------ Dataset extract ------

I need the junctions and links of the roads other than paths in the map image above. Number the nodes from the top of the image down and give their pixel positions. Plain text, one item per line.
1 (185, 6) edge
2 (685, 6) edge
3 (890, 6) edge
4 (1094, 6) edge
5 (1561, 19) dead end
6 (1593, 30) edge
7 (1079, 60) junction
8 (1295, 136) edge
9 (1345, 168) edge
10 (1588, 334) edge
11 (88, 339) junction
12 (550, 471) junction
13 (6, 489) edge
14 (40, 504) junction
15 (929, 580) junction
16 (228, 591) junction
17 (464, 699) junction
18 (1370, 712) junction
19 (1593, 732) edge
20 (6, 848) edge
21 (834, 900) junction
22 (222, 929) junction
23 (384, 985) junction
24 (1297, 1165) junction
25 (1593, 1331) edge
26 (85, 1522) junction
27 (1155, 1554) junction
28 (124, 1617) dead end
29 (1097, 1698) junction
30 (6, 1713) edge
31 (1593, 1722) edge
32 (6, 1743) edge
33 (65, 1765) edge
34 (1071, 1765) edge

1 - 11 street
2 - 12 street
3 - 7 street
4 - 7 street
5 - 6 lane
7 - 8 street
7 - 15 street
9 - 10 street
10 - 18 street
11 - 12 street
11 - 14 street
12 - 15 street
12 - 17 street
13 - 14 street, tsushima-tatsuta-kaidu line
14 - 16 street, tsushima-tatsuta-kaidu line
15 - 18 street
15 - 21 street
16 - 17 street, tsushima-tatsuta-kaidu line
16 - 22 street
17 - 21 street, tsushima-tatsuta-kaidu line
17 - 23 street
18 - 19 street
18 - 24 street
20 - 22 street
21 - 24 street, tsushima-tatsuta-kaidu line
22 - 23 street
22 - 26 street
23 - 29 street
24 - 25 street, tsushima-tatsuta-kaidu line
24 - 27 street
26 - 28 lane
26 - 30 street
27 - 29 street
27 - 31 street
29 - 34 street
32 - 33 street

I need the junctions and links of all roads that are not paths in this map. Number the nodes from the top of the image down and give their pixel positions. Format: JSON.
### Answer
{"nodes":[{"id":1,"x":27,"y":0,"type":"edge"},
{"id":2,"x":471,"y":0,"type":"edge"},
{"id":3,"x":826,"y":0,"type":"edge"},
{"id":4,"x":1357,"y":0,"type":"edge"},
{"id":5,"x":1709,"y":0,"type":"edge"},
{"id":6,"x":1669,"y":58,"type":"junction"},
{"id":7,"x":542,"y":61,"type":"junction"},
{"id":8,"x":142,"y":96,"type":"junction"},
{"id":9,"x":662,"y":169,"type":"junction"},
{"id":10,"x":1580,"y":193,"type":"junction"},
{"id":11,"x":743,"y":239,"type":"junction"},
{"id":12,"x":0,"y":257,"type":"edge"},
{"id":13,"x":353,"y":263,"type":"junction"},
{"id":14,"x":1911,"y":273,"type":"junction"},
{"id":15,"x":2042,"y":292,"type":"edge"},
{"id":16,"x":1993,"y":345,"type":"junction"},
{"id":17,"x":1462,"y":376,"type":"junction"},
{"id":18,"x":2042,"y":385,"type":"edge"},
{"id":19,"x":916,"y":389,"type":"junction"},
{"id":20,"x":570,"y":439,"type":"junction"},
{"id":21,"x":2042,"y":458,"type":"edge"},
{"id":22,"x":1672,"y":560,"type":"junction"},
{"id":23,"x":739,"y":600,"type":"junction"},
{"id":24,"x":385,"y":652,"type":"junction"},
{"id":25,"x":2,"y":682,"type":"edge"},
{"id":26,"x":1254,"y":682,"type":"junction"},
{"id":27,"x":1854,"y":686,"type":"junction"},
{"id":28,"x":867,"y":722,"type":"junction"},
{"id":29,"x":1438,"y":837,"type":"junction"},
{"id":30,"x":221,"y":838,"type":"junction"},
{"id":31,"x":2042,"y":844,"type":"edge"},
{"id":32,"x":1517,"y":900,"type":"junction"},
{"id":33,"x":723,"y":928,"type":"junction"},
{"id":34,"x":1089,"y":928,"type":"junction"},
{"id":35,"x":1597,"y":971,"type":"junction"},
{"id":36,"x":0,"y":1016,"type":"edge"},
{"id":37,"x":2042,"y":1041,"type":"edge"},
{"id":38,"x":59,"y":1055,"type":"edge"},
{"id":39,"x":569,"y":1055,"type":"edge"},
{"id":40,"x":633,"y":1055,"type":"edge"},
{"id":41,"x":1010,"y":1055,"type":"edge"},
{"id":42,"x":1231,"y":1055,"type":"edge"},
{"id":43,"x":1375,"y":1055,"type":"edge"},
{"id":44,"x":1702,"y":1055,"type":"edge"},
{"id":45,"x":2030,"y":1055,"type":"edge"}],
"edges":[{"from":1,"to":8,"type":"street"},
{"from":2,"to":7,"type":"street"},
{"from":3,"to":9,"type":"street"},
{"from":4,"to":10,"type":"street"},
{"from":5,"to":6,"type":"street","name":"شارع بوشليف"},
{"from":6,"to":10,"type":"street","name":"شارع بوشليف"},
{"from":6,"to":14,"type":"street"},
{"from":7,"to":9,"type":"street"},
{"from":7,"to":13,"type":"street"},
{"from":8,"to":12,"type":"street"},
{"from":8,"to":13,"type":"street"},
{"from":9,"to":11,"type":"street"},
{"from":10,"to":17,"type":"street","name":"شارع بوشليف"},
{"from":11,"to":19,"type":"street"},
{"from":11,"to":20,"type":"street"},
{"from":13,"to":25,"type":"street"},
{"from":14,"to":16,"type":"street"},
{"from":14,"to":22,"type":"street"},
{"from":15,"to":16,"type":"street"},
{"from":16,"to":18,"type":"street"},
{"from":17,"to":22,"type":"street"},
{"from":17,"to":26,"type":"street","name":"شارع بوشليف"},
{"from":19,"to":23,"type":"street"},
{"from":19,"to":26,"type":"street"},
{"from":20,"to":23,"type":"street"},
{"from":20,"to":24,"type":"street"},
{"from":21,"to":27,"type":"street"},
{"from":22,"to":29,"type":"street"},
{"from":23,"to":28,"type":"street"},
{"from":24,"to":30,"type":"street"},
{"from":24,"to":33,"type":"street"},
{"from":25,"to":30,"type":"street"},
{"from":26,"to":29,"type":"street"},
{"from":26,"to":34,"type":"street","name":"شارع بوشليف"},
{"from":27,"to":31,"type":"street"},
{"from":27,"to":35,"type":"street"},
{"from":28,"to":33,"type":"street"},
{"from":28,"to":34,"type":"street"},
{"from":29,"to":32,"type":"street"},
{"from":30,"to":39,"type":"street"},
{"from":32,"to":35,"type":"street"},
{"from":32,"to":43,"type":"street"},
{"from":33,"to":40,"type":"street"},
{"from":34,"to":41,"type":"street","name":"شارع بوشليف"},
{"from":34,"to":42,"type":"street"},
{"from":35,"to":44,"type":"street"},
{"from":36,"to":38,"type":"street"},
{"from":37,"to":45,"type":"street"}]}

------

What needs to be done → Go through the records and copy each line with "tatsuta" in it.

Solution for this problem →
13 - 14 street, tsushima-tatsuta-kaidu line
14 - 16 street, tsushima-tatsuta-kaidu line
16 - 17 street, tsushima-tatsuta-kaidu line
17 - 21 street, tsushima-tatsuta-kaidu line
21 - 24 street, tsushima-tatsuta-kaidu line
24 - 25 street, tsushima-tatsuta-kaidu line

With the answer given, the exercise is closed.